No importaba cuántas veces repitiéramos estos juegos, nunca me cansaba de ellos. A veces, en aquellos calurosos días de verano, nos poníamos trajes de baño si pensábamos que podría haber algún adulto cerca. Pero en general nadábamos sin ropa.

Lo que volvía más emocionantes estas escapadas era que mi madre me había prohibido ir al río.

Al fin y al cabo, yo no sabía nadar.

En invierno, el río era igual de divertido. Mi hermano mayor, Tsalig, me ayudó a construir unos patines para hielo con toda clase de materiales raros: restos de metal rescatados del taller de nuestro abuelo herrero, y trozos de madera sacados de la pila de leña. Éramos creativos para fabricar nuestros patines. Eran primitivos y estaban mal hechos, ¡pero funcionaban! Yo era pequeño y rápido; amaba correr sobre mis patines junto a los chicos más grandes, cruzando el hielo disparejo. Cierta vez David, otro de mis hermanos, patinó sobre hielo demasiado fino y este cedió. Cayó en el agua helada del río. Afortunadamente, era poco profundo allí. Lo ayudé a salir y nos apresuramos a ir a casa para cambiarnos la ropa empapada y descongelarnos junto a la chimenea. Cuando estuvimos secos y recuperamos el calor, volvimos a correr al río para otra aventura.

La vida parecía un viaje interminable y libre de preocupaciones.

Así que ni siquiera el más aterrador de los cuentos de hadas pudo haberme preparado para los monstruos a los que me enfrentaría apenas unos años después, las veces en que me salvaría de morir por poco, o el héroe, disfrazado él mismo de monstruo, que salvaría mi vida. Mis primeros años no me brindaron ninguna advertencia sobre lo que vendría.

El nombre que me dieron al nacer fue Leib Lejzon, aunque ahora todos me conocen como Leon Leyson. Nací en Narewka, un poblado rural en el noreste de Polonia, cerca de Bialystok, no lejos de la frontera con Bielorrusia. Mis ancestros habían vivido allí por generaciones. De hecho, por más de doscientos años.

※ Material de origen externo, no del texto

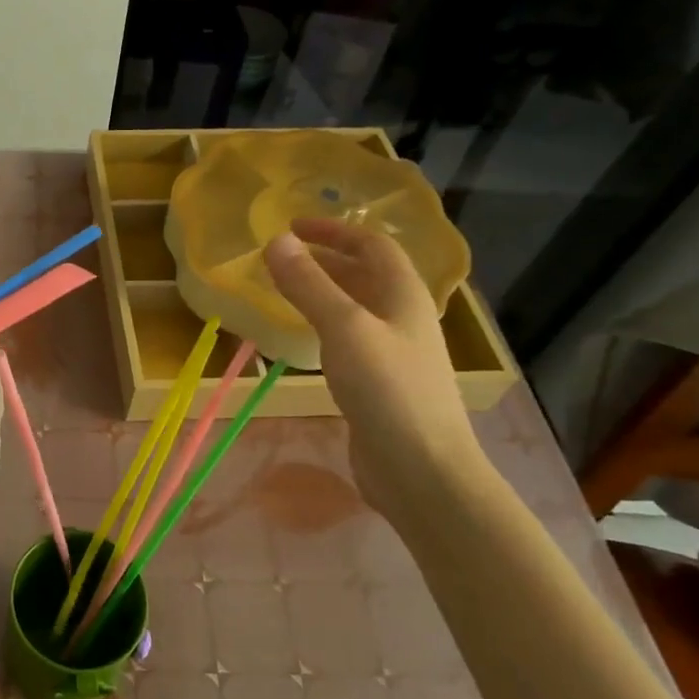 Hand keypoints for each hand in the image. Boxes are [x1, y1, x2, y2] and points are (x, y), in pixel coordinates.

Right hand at [264, 220, 483, 511]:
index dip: (334, 230)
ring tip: (284, 291)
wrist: (422, 471)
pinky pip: (349, 338)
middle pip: (366, 274)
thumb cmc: (388, 391)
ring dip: (323, 292)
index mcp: (404, 296)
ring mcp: (394, 352)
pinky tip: (303, 338)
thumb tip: (275, 241)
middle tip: (280, 259)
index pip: (372, 245)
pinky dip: (323, 325)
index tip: (291, 226)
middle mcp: (403, 318)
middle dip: (325, 259)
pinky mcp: (380, 383)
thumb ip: (309, 284)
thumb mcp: (344, 328)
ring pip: (356, 307) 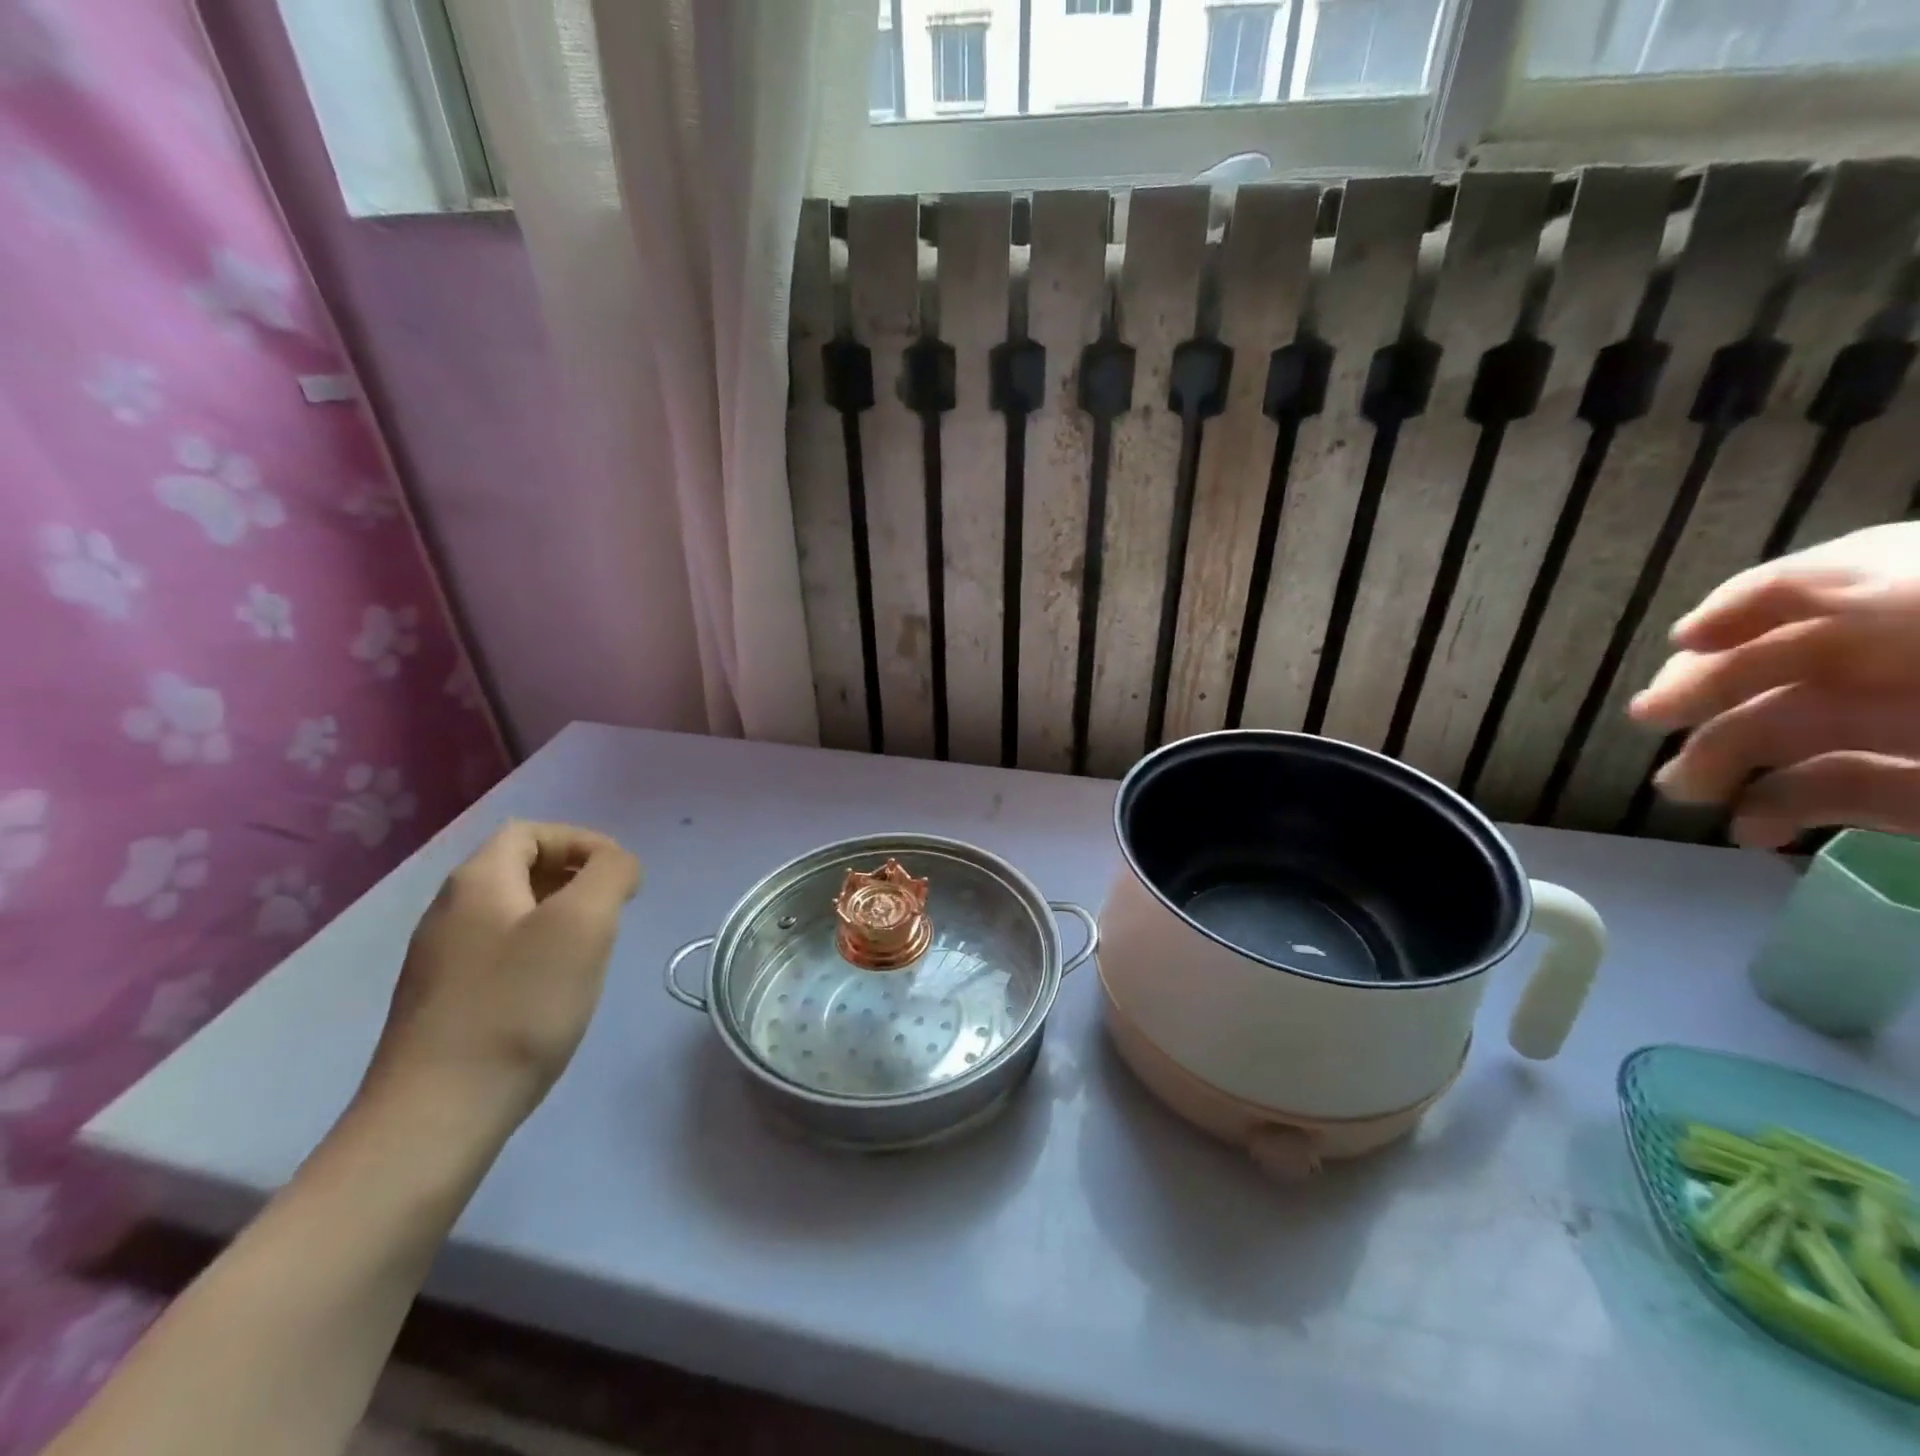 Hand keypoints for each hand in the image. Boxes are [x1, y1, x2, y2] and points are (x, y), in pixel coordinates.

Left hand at [363, 821, 641, 1122]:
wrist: (436, 1116)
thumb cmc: (518, 1007)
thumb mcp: (582, 925)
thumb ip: (610, 874)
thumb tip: (618, 863)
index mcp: (476, 882)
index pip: (530, 832)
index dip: (582, 842)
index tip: (621, 876)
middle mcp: (449, 911)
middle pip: (519, 868)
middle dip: (575, 877)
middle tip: (613, 910)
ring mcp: (439, 960)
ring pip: (511, 912)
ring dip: (560, 915)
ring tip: (593, 949)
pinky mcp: (443, 1002)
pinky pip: (499, 952)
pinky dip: (537, 952)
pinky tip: (556, 990)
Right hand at [1630, 522, 1919, 847]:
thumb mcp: (1917, 613)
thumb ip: (1842, 595)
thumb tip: (1736, 624)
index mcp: (1914, 613)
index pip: (1823, 585)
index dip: (1746, 605)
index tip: (1685, 640)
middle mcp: (1912, 664)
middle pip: (1793, 662)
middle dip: (1711, 689)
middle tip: (1651, 719)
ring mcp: (1918, 731)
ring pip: (1796, 731)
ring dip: (1725, 758)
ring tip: (1683, 790)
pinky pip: (1837, 793)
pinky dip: (1784, 811)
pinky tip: (1753, 830) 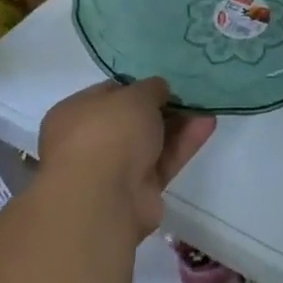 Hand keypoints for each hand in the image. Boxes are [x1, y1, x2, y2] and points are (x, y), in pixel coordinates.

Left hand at [34, 79, 215, 241]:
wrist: (103, 199)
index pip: (108, 94)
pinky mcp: (139, 190)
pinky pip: (164, 161)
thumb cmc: (108, 134)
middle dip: (162, 107)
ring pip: (151, 141)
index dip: (137, 86)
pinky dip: (184, 143)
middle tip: (190, 93)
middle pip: (132, 120)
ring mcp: (114, 169)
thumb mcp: (134, 96)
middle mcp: (90, 142)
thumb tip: (158, 90)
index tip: (164, 82)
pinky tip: (207, 124)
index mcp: (74, 114)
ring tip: (206, 106)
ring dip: (178, 124)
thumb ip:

Mis padres eran gente honesta y trabajadora; nunca aspiraron a nada que no se ganaran ellos mismos. Mi madre, Chanah, era la menor de cinco hermanos, dos mujeres y tres varones. Su hermana mayor se llamaba Shaina, que en idish significa “bella”. Mi tía era verdaderamente hermosa, pero mi madre no, y esto incidía en el modo en que los demás las trataban, incluidos sus propios padres. Ciertamente, mis abuelos amaban a sus dos hijas, pero consideraban a Shaina demasiado bonita para hacer esfuerzos físicos, mientras que no opinaban lo mismo acerca de mi madre. Recuerdo que ella me contaba que la hacían cargar cubetas llenas de agua para los hombres que trabajaban en el campo. Hacía calor y las cubetas eran pesadas, pero igualmente esta tarea resultó ser una fortuna para ella… y para mí. Fue en aquellos campos donde mi madre vio por primera vez a quien sería su esposo.

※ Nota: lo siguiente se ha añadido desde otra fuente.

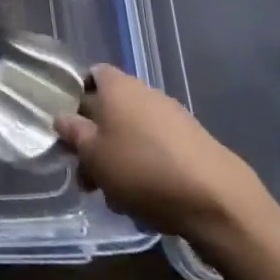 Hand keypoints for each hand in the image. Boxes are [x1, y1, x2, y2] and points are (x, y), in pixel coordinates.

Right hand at [55, 65, 267, 243]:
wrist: (217, 200)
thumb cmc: (143, 169)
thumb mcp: (93, 155)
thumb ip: (73, 133)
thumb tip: (62, 118)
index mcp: (116, 85)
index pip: (90, 75)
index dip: (77, 98)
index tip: (71, 130)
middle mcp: (144, 91)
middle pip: (111, 110)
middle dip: (98, 143)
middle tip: (90, 180)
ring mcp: (173, 116)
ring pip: (134, 134)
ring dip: (122, 161)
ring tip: (119, 200)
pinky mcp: (194, 143)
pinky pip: (159, 150)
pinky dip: (149, 171)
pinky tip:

Aunque mi padre empezó a cortejarla enseguida, ambas familias debían acordar primero el matrimonio, o al menos debía parecer que lo hacían. Esa era la costumbre en la Europa oriental de aquel entonces. Afortunadamente, los padres de ambos estaban complacidos con el romance entre sus hijos. Pronto la pareja se casó; mi madre tenía dieciséis años y mi padre, Moshe, dieciocho.

Para ella, la vida de casada era muy similar al modo en que había vivido con sus padres. Sus días transcurrían haciendo las tareas del hogar, cocinando y ocupándose de su familia, salvo que en vez de sus padres y hermanos, ahora cuidaba a su esposo y, muy pronto, a sus hijos.

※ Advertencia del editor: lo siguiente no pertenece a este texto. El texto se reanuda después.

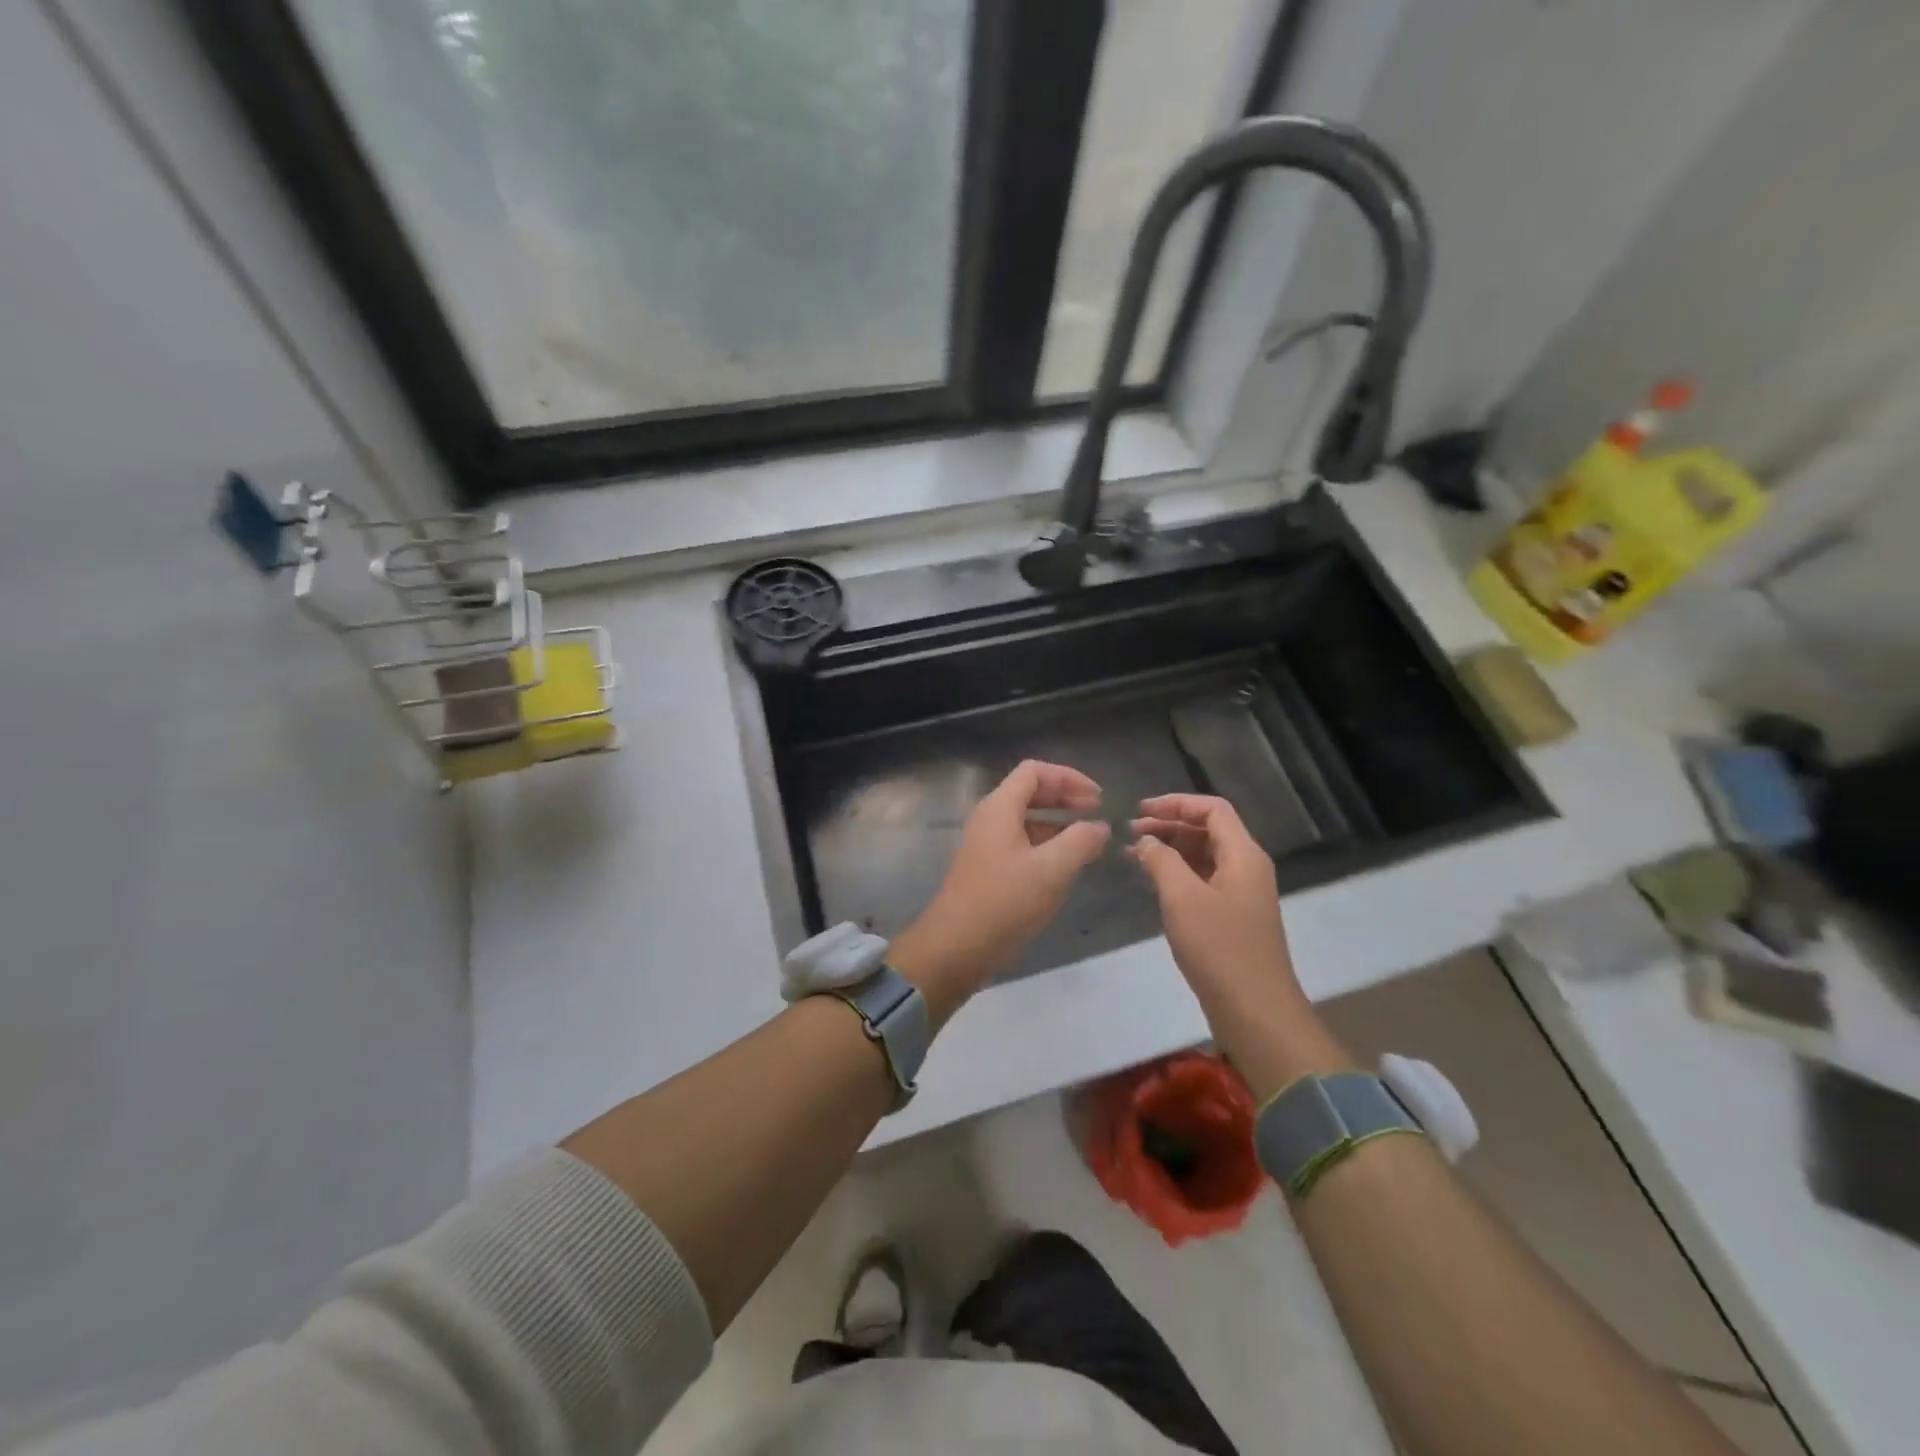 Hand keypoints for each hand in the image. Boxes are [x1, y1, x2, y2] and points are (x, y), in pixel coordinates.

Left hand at [890, 761, 1108, 1020]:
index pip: (1034, 771)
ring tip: (1087, 841)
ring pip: (1025, 820)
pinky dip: (1045, 845)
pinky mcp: (986, 870)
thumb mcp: (1053, 869)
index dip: (1069, 778)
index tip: (1097, 799)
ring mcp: (985, 845)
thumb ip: (1081, 841)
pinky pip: (1019, 843)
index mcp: (1000, 807)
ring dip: (1057, 823)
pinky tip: (1063, 867)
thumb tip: (1099, 827)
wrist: (956, 946)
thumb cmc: (1005, 901)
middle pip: (1029, 792)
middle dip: (1064, 797)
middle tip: (1096, 812)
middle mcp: (989, 819)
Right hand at [1130, 795, 1346, 1095]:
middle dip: (1168, 825)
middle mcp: (1247, 867)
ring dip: (1170, 850)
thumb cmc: (1219, 947)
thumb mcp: (1182, 897)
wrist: (1254, 1010)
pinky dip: (1177, 873)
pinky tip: (1151, 881)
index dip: (1176, 803)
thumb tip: (1146, 841)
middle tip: (1130, 832)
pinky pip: (1203, 879)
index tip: (1139, 810)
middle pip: (1208, 830)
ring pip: (1203, 856)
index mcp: (1243, 854)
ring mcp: (1241, 893)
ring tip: (1133, 854)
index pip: (1212, 809)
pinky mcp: (1232, 916)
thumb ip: (1161, 860)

Al ser el menor de cinco hermanos, rara vez tenía a mi madre para mí solo, así que uno de mis momentos favoritos del día era cuando mis hermanos y mi hermana estaban en la escuela y nuestras vecinas venían de visita. Se sentaban alrededor de la chimenea, a tejer o confeccionar almohadas de plumas de ganso. Yo observaba a estas mujeres mientras juntaban las plumas y rellenaban las almohadas simplemente metiéndolas dentro de las fundas de tela y sacudiéndolas luego para que se distribuyeran en forma pareja. Inevitablemente, algunas plumas se salían y flotaban en el aire como copos de nieve. Mi tarea consistía en rescatarlas. Yo intentaba atraparlas, pero se alejaban flotando. De vez en cuando tenía suerte y capturaba un puñado; entonces, las mujeres recompensaban mi esfuerzo con risas y aplausos. Desplumar gansos era un trabajo duro, así que cada pequeña pluma era valiosa.

Siempre anhelaba escuchar a mi madre intercambiar historias y a veces un poquito de chismorreo con sus amigas. Así, podía verla de un modo diferente, más pacífica y relajada.

Aunque mi madre estaba muy ocupada, siempre tenía tiempo para demostrar su amor. Cantaba con nosotros y, por supuesto, se aseguraba de que hiciéramos nuestras tareas escolares. Cierta vez yo estaba sentado a la mesa, estudiando matemáticas, cuando escuché un crujido detrás de mí. Estaba tan concentrado en lo que estudiaba que no había notado que mi madre estaba allí y se había puesto a cocinar. No era la hora de comer, así que me sorprendió. Entonces, ella me sirvió un plato de huevos revueltos, que había hecho solo para mí, y me dijo: “Eres un chico tan bueno, que te mereces algo especial”. Todavía siento la satisfacción que brotó en mí en aquel momento. Había logrado que mi madre se sintiera orgullosa de mí.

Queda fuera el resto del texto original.